## [Task details]
Wherever a line of the data contains "numbered", copy that line.

## [Data extracted from a collection]
━━━━━━━━━━━━━━━━
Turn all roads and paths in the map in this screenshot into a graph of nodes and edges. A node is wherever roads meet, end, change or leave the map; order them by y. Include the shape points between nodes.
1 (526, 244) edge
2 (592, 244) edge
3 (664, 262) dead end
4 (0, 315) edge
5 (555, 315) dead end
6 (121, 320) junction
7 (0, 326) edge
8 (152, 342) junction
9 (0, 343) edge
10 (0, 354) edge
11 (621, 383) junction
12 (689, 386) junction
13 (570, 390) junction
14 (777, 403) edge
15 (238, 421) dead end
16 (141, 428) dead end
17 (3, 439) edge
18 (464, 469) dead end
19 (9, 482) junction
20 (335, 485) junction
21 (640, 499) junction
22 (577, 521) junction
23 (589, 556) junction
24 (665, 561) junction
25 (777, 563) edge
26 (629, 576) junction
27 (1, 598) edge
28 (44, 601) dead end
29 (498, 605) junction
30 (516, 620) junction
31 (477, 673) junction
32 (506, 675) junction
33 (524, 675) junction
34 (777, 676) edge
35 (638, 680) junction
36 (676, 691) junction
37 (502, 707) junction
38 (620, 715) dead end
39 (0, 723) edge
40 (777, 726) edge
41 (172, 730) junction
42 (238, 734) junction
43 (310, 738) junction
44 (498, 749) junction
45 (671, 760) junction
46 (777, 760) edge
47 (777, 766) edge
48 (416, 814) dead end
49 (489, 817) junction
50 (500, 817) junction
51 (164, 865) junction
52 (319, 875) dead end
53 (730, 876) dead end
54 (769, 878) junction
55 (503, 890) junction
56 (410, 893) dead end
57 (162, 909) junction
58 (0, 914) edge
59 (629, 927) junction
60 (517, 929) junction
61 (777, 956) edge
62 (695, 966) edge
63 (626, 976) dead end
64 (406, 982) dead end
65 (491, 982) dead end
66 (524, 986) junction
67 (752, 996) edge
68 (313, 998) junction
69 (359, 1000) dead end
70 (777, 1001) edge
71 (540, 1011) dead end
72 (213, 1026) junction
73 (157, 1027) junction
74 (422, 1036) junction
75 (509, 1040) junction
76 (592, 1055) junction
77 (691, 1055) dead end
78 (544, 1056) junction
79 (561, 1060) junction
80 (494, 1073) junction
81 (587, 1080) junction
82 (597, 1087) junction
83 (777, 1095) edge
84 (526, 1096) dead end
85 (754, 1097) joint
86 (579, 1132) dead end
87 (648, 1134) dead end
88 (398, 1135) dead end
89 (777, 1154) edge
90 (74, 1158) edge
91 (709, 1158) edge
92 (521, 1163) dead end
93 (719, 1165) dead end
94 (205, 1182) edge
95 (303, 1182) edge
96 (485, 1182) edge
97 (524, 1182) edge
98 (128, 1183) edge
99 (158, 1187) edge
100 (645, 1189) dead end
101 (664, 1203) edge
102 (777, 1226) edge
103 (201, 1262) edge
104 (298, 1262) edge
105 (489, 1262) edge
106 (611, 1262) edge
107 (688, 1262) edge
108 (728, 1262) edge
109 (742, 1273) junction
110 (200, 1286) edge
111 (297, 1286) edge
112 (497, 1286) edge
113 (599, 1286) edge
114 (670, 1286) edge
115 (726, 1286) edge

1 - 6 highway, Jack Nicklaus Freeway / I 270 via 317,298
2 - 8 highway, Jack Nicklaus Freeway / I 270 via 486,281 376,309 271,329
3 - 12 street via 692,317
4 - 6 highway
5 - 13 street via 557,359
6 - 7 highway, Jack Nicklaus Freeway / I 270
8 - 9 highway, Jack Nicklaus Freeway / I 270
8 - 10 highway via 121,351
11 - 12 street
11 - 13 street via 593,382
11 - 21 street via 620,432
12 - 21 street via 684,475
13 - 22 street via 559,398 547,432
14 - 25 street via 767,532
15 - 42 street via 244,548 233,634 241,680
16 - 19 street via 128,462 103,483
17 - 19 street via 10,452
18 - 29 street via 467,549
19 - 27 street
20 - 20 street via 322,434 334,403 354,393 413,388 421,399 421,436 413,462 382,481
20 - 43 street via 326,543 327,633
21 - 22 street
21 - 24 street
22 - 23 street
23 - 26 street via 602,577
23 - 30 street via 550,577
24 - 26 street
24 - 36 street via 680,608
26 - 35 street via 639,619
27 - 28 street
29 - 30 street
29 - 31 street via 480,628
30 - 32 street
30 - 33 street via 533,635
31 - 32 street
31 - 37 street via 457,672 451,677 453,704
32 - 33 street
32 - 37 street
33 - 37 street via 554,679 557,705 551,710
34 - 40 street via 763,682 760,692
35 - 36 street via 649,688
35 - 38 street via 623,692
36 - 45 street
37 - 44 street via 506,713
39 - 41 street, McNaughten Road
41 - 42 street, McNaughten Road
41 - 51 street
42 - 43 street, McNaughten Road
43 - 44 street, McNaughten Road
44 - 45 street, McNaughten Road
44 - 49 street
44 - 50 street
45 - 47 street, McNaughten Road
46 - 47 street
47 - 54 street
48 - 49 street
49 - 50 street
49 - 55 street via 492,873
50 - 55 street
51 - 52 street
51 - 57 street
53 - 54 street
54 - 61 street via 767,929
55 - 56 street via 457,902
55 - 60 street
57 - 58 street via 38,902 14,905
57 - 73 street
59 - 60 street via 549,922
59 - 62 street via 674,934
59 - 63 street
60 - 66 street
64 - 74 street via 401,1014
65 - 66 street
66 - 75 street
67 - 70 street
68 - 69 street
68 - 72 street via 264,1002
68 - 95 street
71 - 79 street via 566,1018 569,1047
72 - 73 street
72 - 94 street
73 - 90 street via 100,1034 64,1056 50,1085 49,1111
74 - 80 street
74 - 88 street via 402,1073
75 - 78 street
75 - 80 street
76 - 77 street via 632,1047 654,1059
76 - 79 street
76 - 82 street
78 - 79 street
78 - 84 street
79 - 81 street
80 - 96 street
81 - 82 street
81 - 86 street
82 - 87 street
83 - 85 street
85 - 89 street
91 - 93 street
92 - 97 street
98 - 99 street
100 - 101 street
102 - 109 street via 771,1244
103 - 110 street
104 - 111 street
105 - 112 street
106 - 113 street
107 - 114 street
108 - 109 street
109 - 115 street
━━━━━━━━━━━━━━━━
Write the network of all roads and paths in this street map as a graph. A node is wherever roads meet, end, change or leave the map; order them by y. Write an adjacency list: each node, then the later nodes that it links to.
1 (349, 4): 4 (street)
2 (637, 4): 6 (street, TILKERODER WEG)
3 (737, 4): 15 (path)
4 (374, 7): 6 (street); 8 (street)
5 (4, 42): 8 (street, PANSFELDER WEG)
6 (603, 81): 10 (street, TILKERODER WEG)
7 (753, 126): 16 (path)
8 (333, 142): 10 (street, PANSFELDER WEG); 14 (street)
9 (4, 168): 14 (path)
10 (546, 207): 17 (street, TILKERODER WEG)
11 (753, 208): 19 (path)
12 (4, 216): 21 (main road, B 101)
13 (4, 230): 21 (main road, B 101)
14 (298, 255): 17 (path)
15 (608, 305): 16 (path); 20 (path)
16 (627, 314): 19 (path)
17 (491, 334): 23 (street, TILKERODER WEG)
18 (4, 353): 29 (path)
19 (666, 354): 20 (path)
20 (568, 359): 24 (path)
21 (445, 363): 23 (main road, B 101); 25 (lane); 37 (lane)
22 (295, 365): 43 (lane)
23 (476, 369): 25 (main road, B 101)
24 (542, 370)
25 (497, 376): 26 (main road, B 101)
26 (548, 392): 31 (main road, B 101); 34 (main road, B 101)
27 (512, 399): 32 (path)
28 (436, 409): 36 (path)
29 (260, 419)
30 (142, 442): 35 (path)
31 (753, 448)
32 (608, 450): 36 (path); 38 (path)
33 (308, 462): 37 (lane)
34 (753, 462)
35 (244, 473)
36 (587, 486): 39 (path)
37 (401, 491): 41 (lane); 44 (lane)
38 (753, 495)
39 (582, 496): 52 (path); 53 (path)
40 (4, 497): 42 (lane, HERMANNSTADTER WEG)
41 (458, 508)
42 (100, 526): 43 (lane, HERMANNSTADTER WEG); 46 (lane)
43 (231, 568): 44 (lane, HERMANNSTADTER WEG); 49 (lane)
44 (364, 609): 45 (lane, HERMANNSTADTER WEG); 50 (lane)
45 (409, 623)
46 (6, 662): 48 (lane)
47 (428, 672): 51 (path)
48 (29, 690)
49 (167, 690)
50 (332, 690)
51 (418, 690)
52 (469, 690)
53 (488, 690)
━━━━━━━━━━━━━━━━
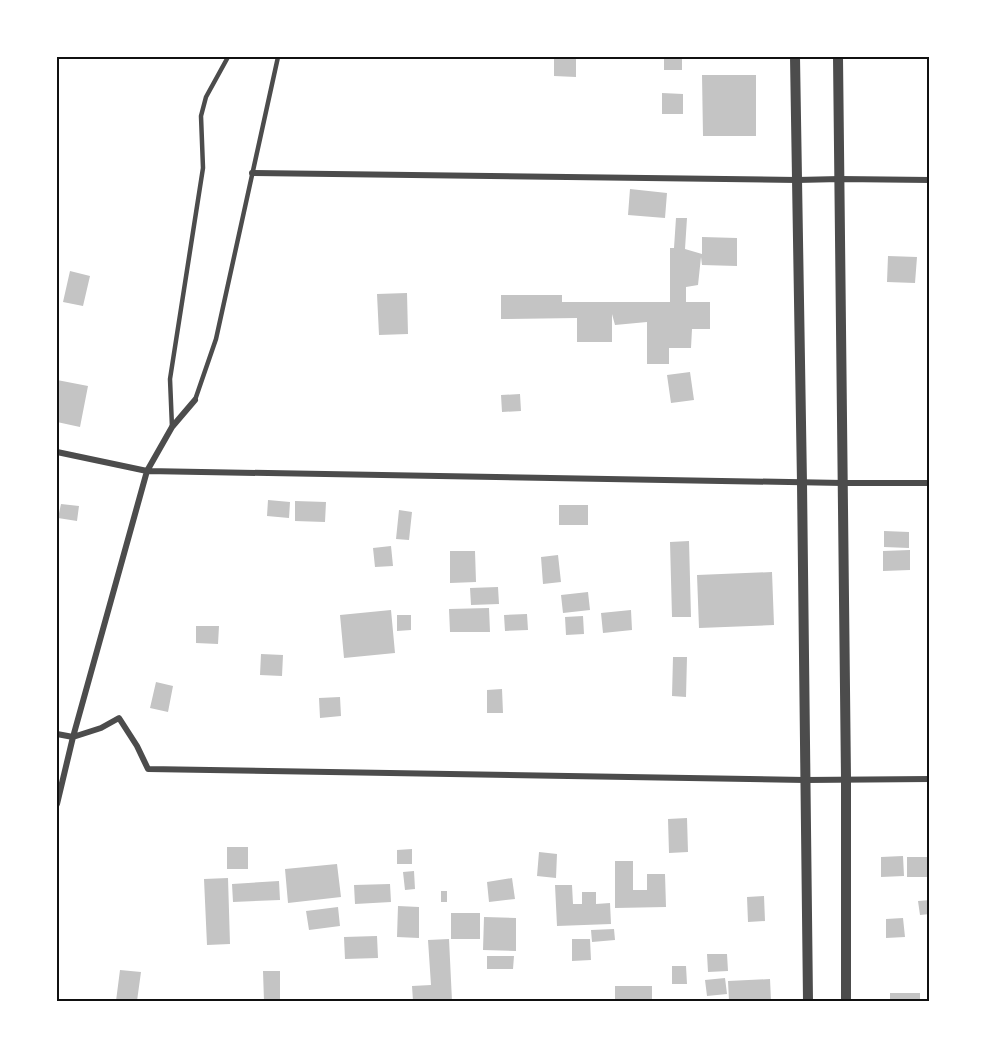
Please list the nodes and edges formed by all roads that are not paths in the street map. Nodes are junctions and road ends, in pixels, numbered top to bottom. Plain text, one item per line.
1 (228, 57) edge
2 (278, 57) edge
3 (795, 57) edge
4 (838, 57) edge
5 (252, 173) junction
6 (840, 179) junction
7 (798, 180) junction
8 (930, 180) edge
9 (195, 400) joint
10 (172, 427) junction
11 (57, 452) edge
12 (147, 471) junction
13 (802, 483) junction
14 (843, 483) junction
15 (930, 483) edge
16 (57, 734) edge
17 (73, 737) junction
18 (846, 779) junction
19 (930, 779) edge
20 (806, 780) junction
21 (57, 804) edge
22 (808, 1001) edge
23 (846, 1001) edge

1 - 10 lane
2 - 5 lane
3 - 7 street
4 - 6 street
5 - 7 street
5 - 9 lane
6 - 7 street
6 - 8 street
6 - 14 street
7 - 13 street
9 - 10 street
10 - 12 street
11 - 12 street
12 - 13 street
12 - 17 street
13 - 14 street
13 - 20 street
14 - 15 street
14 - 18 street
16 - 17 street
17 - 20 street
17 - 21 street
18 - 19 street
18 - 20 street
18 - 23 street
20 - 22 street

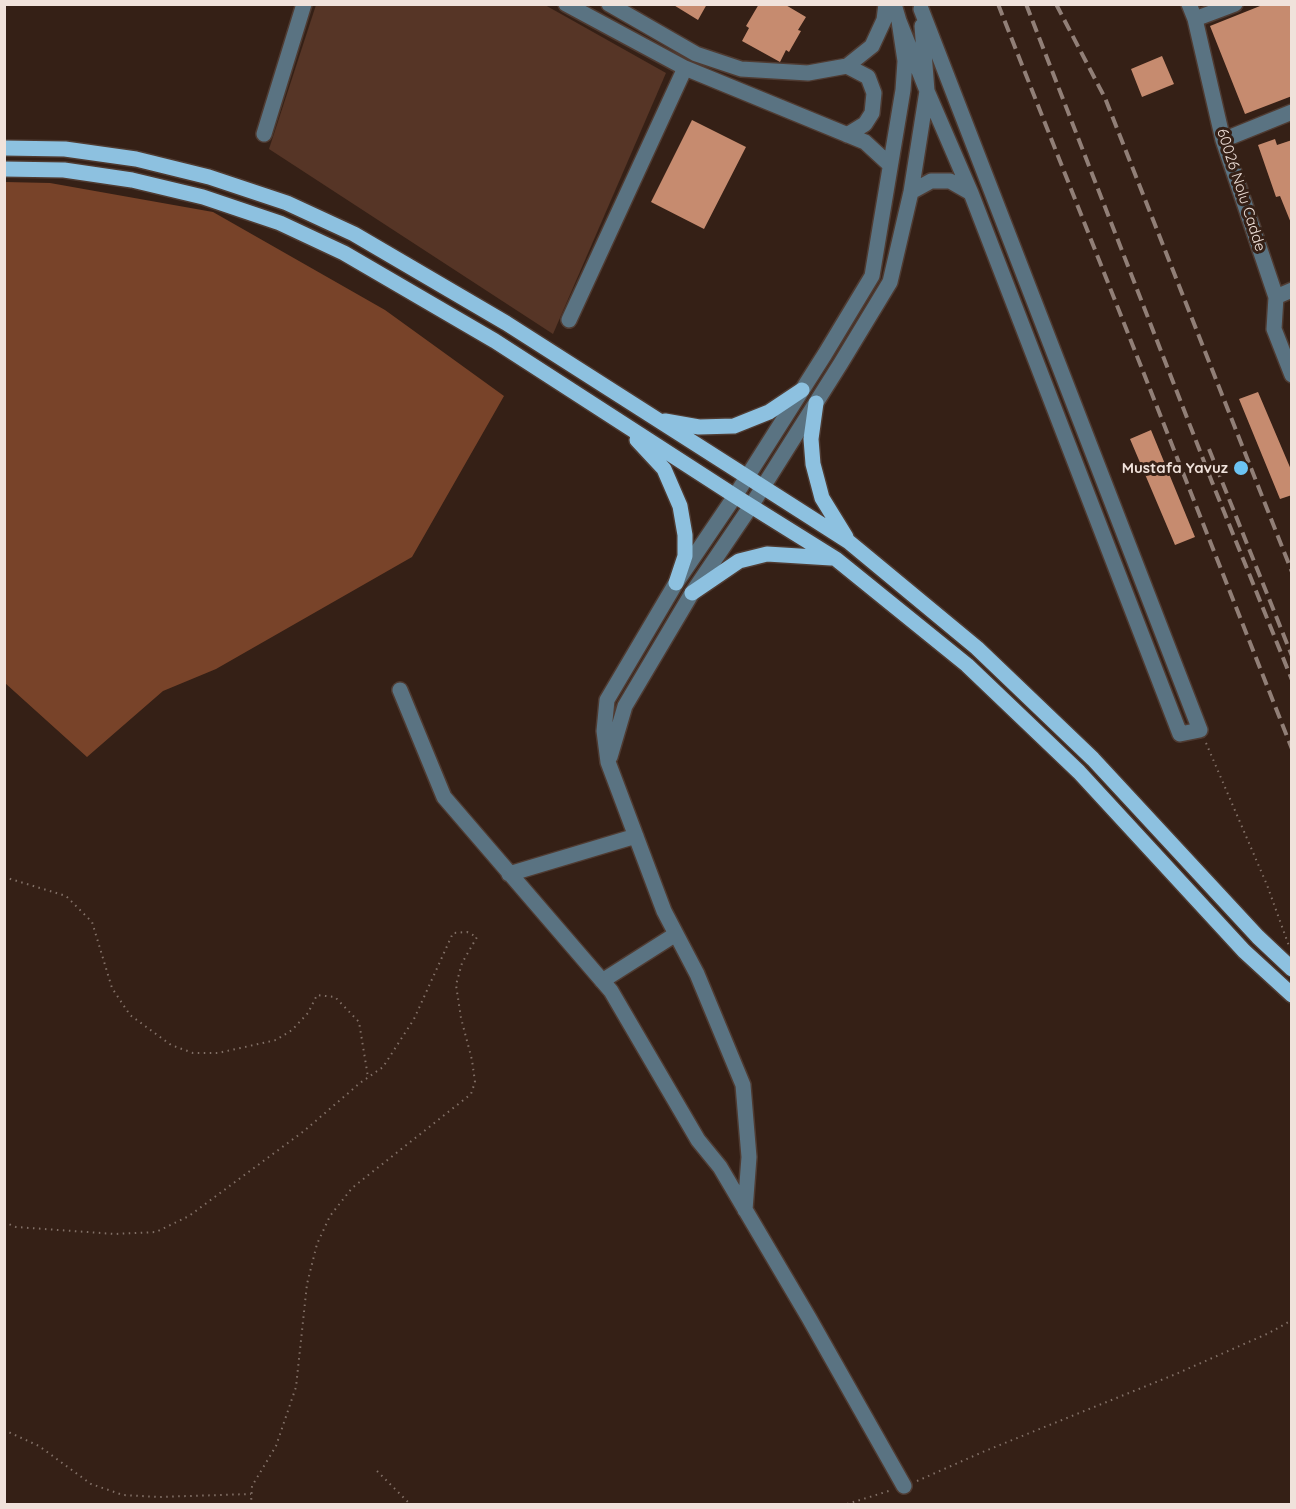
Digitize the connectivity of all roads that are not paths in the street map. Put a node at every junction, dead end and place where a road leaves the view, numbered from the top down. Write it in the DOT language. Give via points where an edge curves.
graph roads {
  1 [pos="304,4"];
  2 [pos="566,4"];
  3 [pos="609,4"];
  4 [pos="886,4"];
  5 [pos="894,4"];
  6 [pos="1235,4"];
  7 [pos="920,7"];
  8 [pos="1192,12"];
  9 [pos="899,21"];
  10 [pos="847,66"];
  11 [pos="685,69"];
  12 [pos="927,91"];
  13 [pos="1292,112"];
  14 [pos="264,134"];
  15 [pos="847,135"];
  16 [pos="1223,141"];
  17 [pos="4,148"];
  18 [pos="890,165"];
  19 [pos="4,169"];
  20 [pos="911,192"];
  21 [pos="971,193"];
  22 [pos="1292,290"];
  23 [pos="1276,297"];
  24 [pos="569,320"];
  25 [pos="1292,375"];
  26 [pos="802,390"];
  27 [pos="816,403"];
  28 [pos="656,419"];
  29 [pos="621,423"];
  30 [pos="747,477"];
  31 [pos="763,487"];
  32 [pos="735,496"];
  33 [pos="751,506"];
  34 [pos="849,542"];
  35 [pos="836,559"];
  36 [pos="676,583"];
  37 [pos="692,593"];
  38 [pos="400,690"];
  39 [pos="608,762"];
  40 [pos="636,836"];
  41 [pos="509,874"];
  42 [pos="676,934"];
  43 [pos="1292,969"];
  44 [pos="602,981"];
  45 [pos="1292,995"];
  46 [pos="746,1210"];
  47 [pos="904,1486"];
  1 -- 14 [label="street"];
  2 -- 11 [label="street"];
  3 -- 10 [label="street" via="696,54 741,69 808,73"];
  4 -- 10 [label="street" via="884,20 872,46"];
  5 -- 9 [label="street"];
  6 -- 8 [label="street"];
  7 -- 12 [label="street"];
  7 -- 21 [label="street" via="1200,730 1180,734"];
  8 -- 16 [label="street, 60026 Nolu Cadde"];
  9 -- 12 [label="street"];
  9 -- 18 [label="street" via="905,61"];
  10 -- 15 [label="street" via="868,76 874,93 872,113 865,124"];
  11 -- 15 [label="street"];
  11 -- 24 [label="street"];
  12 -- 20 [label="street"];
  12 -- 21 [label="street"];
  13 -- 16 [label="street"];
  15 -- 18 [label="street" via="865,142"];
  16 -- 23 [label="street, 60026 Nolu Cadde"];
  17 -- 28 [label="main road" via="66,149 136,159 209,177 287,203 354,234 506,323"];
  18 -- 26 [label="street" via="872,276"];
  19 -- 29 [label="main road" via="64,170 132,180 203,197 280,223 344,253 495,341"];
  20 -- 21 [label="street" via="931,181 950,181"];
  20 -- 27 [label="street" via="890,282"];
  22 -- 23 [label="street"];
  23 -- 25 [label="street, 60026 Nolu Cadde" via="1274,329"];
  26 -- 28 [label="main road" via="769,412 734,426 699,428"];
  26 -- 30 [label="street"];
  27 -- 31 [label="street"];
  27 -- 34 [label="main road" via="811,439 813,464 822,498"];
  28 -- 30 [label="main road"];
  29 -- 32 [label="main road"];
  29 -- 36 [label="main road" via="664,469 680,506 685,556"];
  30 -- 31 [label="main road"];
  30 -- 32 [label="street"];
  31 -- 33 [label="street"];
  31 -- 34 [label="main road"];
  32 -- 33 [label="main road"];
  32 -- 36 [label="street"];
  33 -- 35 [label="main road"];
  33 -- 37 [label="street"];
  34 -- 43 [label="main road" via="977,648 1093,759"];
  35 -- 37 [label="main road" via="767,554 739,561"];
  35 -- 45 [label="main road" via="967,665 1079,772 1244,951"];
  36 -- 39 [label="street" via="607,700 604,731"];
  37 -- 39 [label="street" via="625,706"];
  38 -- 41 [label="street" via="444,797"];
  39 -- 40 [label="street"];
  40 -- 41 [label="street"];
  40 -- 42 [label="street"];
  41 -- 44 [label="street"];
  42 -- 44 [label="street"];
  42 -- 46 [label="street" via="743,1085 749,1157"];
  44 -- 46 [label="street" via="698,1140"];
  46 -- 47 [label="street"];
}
━━━━━━━━━━━━━━━━
## [Task response]
Please list the nodes and edges formed by all roads that are not paths in the street map. Nodes are junctions and road ends, in pixels, numbered top to bottom. Plain text, one item per line.
Digitize the connectivity of all roads that are not paths in the street map. Put a node at every junction, dead end and place where a road leaves the view, numbered from the top down. Write it in the DOT language. Give via points where an edge curves.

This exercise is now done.